In [None]:
import nest_asyncio
nest_asyncio.apply()

import warnings
warnings.simplefilter(action='ignore', category=FutureWarning)

import collections
import dp_accounting
import numpy as np
import pandas as pd
import tensorflow as tf
import tensorflow_federated as tff

In [None]:
def get_emnist_dataset():
  emnist_train, emnist_test = tff.simulation.datasets.emnist.load_data(
      only_digits=True)

  def element_fn(element):
    return collections.OrderedDict(
        x=tf.expand_dims(element['pixels'], -1), y=element['label'])

  def preprocess_train_dataset(dataset):
    # Use buffer_size same as the maximum client dataset size,
    # 418 for Federated EMNIST
    return (dataset.map(element_fn)
                   .shuffle(buffer_size=418)
                   .repeat(1)
                   .batch(32, drop_remainder=False))

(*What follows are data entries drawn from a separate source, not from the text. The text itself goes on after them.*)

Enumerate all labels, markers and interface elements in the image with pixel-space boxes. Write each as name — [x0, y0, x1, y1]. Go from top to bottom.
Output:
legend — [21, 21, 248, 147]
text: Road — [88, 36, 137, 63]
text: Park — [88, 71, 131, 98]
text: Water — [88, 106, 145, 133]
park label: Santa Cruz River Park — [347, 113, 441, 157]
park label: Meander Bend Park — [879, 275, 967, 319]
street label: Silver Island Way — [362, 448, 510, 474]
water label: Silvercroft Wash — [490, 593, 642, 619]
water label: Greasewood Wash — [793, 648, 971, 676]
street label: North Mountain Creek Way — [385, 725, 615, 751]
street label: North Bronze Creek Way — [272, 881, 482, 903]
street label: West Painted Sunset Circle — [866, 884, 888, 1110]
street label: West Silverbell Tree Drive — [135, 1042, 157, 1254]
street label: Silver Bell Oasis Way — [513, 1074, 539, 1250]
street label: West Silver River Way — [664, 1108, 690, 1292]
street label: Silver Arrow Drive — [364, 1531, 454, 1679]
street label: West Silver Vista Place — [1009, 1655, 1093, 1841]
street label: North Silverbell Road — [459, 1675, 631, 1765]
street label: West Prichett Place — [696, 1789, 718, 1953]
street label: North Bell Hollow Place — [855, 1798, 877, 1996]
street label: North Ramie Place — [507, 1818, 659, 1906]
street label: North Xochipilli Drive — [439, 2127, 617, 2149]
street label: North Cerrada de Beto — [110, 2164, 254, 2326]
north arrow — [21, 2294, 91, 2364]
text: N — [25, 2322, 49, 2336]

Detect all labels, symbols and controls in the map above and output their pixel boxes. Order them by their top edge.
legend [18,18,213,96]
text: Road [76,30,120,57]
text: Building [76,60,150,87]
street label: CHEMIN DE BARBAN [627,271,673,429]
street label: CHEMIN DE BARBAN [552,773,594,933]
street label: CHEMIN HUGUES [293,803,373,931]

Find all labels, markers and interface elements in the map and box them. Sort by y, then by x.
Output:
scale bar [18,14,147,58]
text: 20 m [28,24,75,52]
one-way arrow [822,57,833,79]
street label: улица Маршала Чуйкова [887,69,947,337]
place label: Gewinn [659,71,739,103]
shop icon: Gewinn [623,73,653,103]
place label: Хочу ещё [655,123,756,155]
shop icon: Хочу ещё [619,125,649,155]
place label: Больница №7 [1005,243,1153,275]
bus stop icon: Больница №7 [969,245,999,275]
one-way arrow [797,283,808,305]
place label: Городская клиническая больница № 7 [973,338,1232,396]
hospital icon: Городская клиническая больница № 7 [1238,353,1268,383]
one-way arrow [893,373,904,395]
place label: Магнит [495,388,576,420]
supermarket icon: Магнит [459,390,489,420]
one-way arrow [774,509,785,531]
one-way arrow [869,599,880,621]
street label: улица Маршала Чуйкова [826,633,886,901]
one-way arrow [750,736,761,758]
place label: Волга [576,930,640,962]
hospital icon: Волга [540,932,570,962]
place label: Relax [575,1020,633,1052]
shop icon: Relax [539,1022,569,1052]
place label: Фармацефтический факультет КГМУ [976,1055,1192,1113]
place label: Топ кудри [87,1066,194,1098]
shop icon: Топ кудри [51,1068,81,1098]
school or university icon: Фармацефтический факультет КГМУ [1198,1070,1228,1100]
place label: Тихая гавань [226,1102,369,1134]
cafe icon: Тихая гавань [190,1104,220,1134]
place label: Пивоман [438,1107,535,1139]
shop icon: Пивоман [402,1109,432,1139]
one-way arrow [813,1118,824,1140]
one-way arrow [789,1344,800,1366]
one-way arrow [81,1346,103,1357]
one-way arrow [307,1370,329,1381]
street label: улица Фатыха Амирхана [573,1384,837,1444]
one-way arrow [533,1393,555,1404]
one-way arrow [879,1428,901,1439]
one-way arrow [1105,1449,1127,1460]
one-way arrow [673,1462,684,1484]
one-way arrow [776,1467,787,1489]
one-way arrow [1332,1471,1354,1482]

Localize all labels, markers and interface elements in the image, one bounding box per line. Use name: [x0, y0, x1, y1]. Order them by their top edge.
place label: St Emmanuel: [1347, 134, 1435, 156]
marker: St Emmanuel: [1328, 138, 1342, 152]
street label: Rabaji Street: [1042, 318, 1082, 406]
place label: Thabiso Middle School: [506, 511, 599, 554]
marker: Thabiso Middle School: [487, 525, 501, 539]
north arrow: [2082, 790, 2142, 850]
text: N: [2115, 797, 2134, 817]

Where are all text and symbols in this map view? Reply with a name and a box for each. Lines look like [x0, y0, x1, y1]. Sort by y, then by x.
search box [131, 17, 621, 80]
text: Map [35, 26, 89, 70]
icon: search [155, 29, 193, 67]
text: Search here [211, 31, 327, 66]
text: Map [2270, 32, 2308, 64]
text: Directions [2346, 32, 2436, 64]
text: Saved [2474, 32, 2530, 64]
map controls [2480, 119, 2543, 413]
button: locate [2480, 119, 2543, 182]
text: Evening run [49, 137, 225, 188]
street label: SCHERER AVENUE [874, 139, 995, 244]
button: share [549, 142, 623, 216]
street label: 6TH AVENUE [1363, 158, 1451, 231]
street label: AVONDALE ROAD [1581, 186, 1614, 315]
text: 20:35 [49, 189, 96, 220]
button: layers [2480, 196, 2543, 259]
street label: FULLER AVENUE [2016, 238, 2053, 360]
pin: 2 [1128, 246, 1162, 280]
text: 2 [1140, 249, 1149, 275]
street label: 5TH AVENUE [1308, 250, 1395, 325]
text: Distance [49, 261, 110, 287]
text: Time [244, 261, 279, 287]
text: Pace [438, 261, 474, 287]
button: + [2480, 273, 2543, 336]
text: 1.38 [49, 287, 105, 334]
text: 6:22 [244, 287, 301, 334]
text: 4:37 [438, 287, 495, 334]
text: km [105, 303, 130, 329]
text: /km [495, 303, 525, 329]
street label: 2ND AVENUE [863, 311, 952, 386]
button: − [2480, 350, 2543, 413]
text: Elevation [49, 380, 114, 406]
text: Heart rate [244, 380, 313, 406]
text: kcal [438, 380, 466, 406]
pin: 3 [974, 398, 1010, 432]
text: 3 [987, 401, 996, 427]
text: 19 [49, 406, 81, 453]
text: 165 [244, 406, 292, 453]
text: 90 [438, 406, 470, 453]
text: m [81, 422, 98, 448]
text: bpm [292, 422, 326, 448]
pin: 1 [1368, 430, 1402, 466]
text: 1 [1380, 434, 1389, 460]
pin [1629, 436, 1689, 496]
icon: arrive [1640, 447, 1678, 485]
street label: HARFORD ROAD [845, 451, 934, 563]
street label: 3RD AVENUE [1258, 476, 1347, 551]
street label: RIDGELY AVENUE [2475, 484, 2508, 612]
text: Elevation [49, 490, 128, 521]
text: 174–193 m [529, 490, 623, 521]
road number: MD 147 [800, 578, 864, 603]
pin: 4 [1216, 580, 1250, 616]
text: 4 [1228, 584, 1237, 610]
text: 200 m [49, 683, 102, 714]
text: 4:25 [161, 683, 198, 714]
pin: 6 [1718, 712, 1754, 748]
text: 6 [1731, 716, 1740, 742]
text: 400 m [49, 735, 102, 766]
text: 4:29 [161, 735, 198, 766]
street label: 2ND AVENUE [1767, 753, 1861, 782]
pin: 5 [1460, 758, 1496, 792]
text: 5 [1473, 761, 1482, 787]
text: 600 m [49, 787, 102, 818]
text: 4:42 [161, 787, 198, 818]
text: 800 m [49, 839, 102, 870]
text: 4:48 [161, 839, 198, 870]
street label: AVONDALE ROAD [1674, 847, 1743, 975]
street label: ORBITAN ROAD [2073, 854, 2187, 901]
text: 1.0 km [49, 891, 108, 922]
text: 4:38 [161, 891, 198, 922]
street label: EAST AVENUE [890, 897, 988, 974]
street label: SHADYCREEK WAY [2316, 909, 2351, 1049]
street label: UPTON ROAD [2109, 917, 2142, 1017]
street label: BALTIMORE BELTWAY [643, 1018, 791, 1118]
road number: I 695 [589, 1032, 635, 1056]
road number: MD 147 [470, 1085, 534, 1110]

  def preprocess_test_dataset(dataset):
    return dataset.map(element_fn).batch(128, drop_remainder=False)

  emnist_train = emnist_train.preprocess(preprocess_train_dataset)
  emnist_test = preprocess_test_dataset(
      emnist_test.create_tf_dataset_from_all_clients())
  return emnist_train, emnist_test

train_data, test_data = get_emnist_dataset()

In [None]:
def my_model_fn():
  model = tf.keras.models.Sequential([
      tf.keras.layers.Reshape(input_shape=(28, 28, 1), target_shape=(28 * 28,)),
      tf.keras.layers.Dense(200, activation=tf.nn.relu),
      tf.keras.layers.Dense(200, activation=tf.nn.relu),
      tf.keras.layers.Dense(10)])
  return tff.learning.models.from_keras_model(
      keras_model=model,
      loss=tf.keras.losses.SparseCategoricalCrossentropy(from_logits=True),
      input_spec=test_data.element_spec,
      metrics=[tf.keras.metrics.SparseCategoricalAccuracy()])

In [None]:
total_clients = len(train_data.client_ids)
clients_per_thread = 5

def train(rounds, noise_multiplier, clients_per_round, data_frame):
  # Using the `dp_aggregator` here turns on differential privacy with adaptive
  # clipping.
  aggregation_factory = tff.learning.model_update_aggregator.dp_aggregator(
      noise_multiplier, clients_per_round)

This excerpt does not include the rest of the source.